Opprobrium has been poured on Maggie Thatcher and all her works, especially in Scotland. This last part is understandable because, whatever her vision and commitment and however you view her legacy, she was neither subtle nor broad in her understanding: not only are the Scots bolshie but their culture is as far from the C-of-E-Home-Counties convention that was her mantra as it gets in these islands.

And so you can pick any number of her works that stuck right up Scottish nostrils as if the hectoring arrogance perceived were intentional and, even, the main motivating factor. The phrase ‘Sermon of the Mound’ encapsulates both perception and effect from just one such incident. The Scots were not alone in this: Scouse public service workers and Yorkshire miners were both as incensed and took action to thwart her ideals.

But the Scots have more than just cultural divisions to gripe about. Our North Sea oil money was used to fund much of what she did, rather than benefit the locals (c.f. the Norwegian Oil Fund); our simmering outrage at Polaris was replaced by our simmering outrage at Trident; we were stuck with the Poll Tax before anyone else had to thole it. Worst of all, Scots identity was entwined with horny-handed heavy industry and mass disintegration of indigenous coal, steel, aluminium, car, shipbuilding industries hit not just wage packets but our social structures, pride and self-belief.

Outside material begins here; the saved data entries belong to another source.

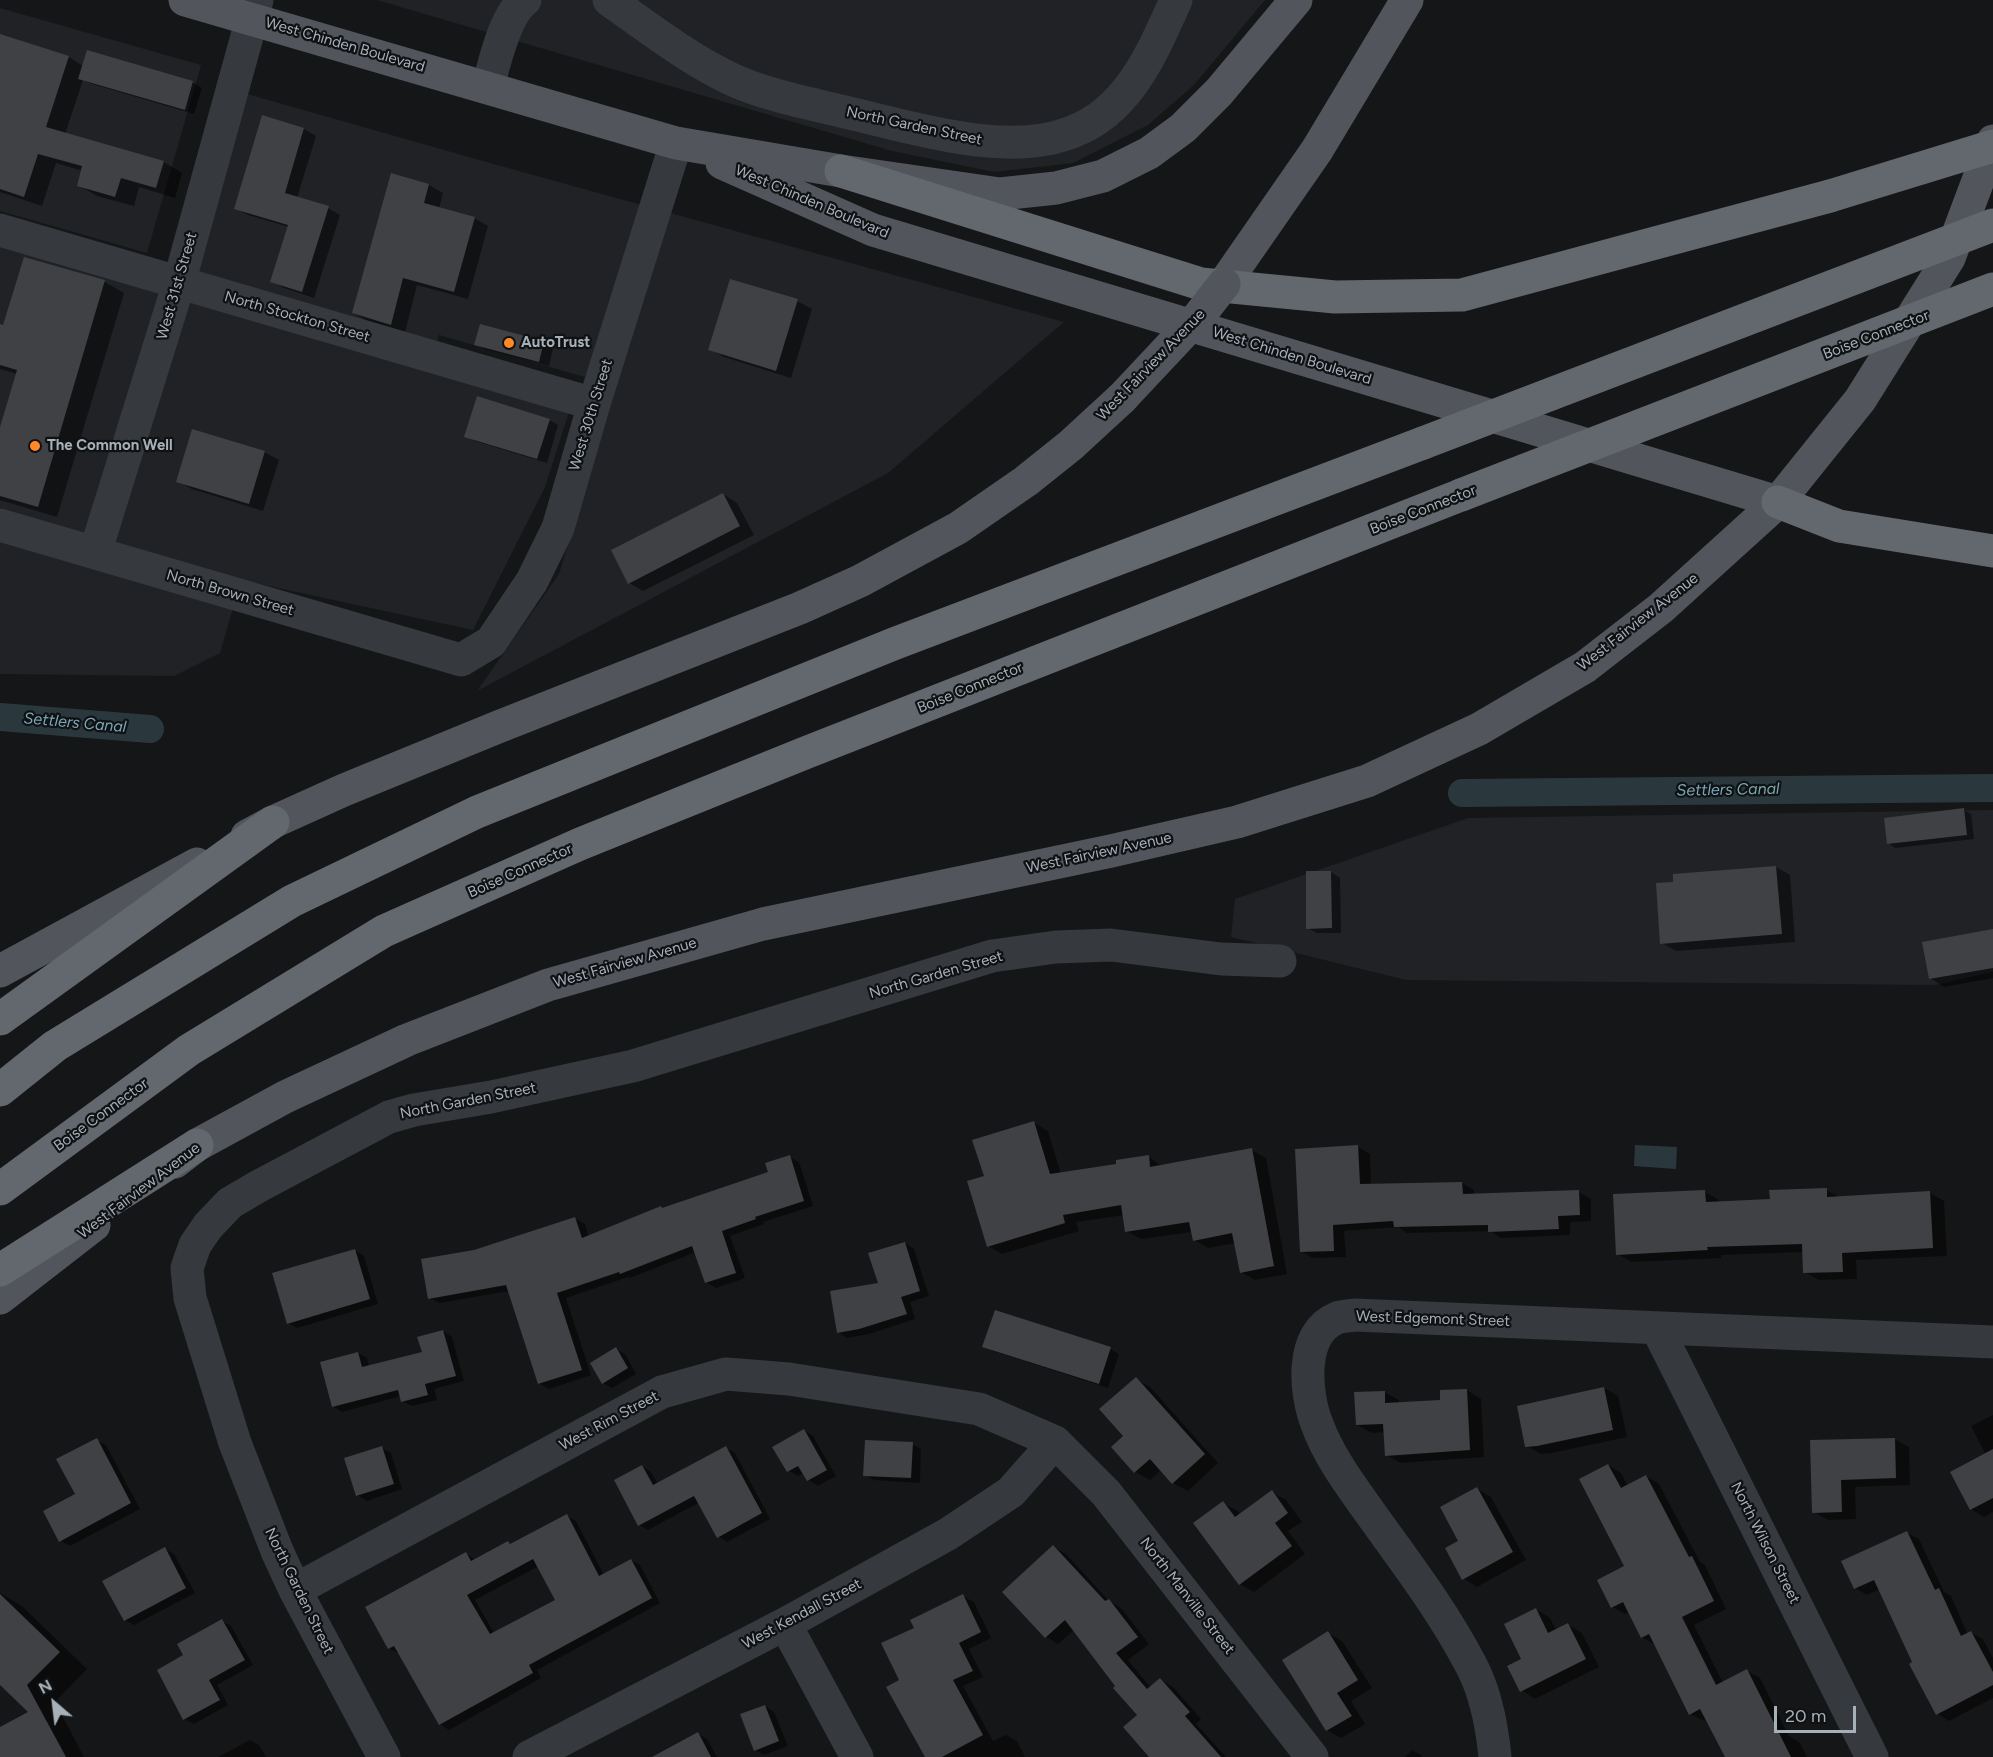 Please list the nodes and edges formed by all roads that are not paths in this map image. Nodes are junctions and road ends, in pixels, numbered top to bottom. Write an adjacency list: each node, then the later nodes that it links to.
1 (185, 0): 7 (main road, West Chinden Boulevard)
2 (525, 0): 8 (street)
3 (609, 0): 4 (street, North Garden Street)
4 (1176, 0)
5 (1296, 0): 12 (main road, West Chinden Boulevard)
6 (1407, 0): 23 (main road, West Fairview Avenue, bridge)
7 (255, 9): 8 (main road, West Chinden Boulevard); 15 (street, West 31st Street)
8 (488, 87): 10 (main road, West Chinden Boulevard)
9 (1993, 141): 18 (main road, West Fairview Avenue)
10 (676, 143): 12 (main road, West Chinden Boulevard); 17 (street, West 30th Street); 18 (main road, West Chinden Boulevard)
11 (1993, 146): 12 (highway, bridge)
12 (841, 171)
13 (1993, 225): 27 (highway, bridge)
14 (0, 230): 15 (street, North Stockton Street)
15 (179, 283): 17 (street, North Stockton Street); 21 (street, West 31st Street)
16 (1993, 289): 29 (highway, Boise Connector, bridge)
17 (594, 404): 22 (street, West 30th Street)
18 (1778, 502): 20 (highway); 28 (main road, West Fairview Avenue)
19 (0, 525): 21 (street, North Brown Street)
20 (1993, 551)
21 (95, 553): 22 (street, North Brown Street)
22 (461, 660)
23 (273, 822): 25 (main road, West Fairview Avenue); 26 (highway)
24 (1280, 961): 35 (street, North Garden Street)
25 (0, 971)
26 (0, 1019)
27 (0, 1090)
28 (197, 1145): 30 (highway); 31 (main road, West Fairview Avenue)
29 (0, 1189)
30 (0, 1270)
31 (0, 1298)
32 (1657, 1328): 33 (street, West Edgemont Street); 41 (street, West Edgemont Street); 42 (street, North Wilson Street)
33 (1993, 1342)
34 (1055, 1442): 35 (street, West Rim Street); 36 (street, West Kendall Street); 40 (street, North Manville Street)
35 (295, 1590): 37 (street, North Garden Street)
36 (785, 1624): 38 (street, West Kendall Street); 39 (street)
37 (384, 1757)
38 (529, 1757)
39 (857, 1757)
40 (1312, 1757)
41 (1495, 1757)
42 (1872, 1757) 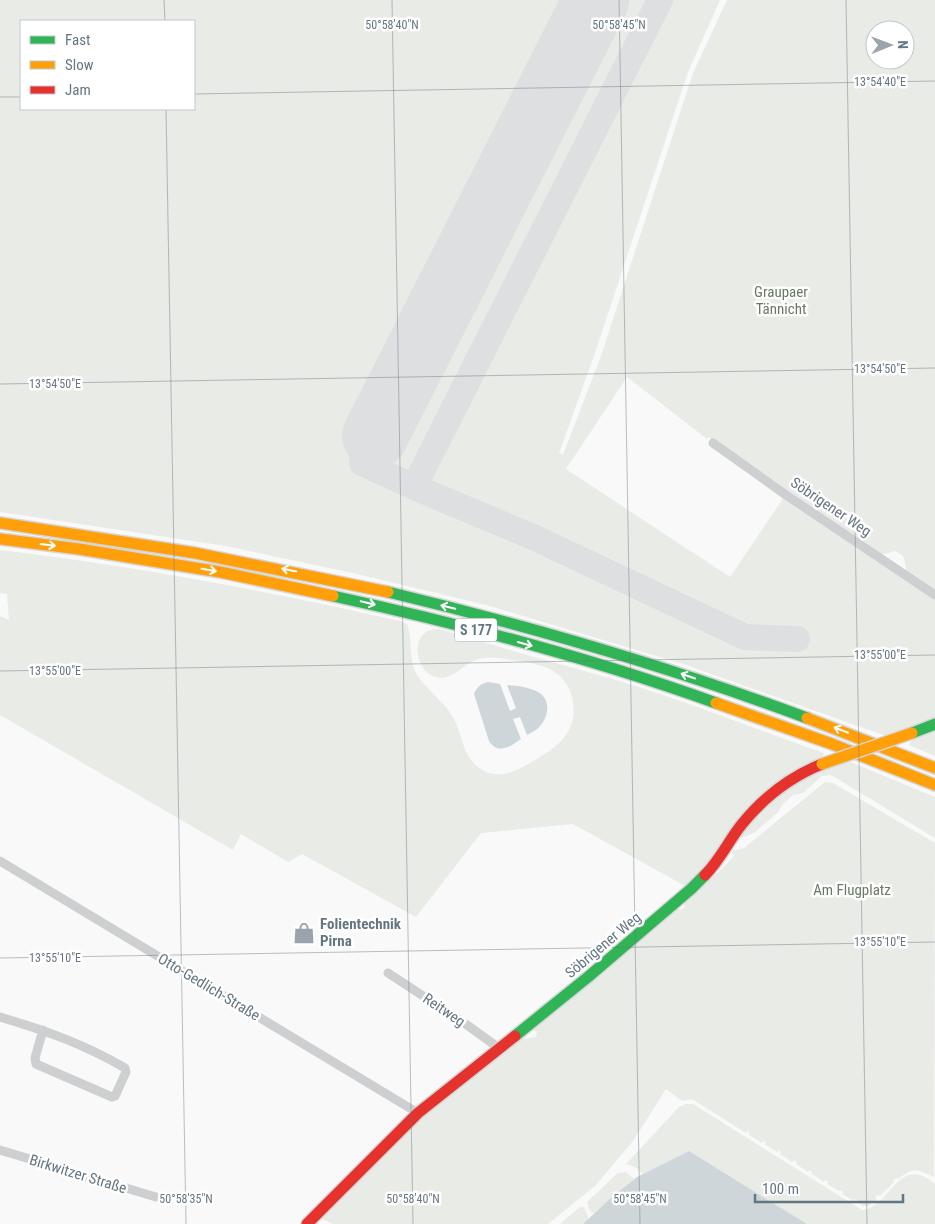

Irrespective of who had won the 1979 election (recently broadcast on the Parliament Channel and no foregone conclusion at first), the eighties were going to be tough for Scotland. The alternative to what we actually got would have been more Callaghan or Foote from Labour with the worm of the breakaway Social Democrats burrowing at their soul because they were so unreconstructedly stupid as to think that Britain needed more government control.

Now, even had Labour’s government intervention in industry not have provided such a do-your-head-in crop of union-demarcated, overstaffed behemoths as British Leyland & Steel & Rail, etc; plus the energy ‘companies’; plus post & telecomms; plus the docks; plus most buses; plus water; plus UCS; and…and…and, then the sixties & seventies had seen a roaring increase in industrial action and outright strikes. These had pushed up some wages but that had pushed up inflation, which devalued the pound and made imports expensive. $4 per £ dropped to under $2; DM10 per £ dropped below DM4.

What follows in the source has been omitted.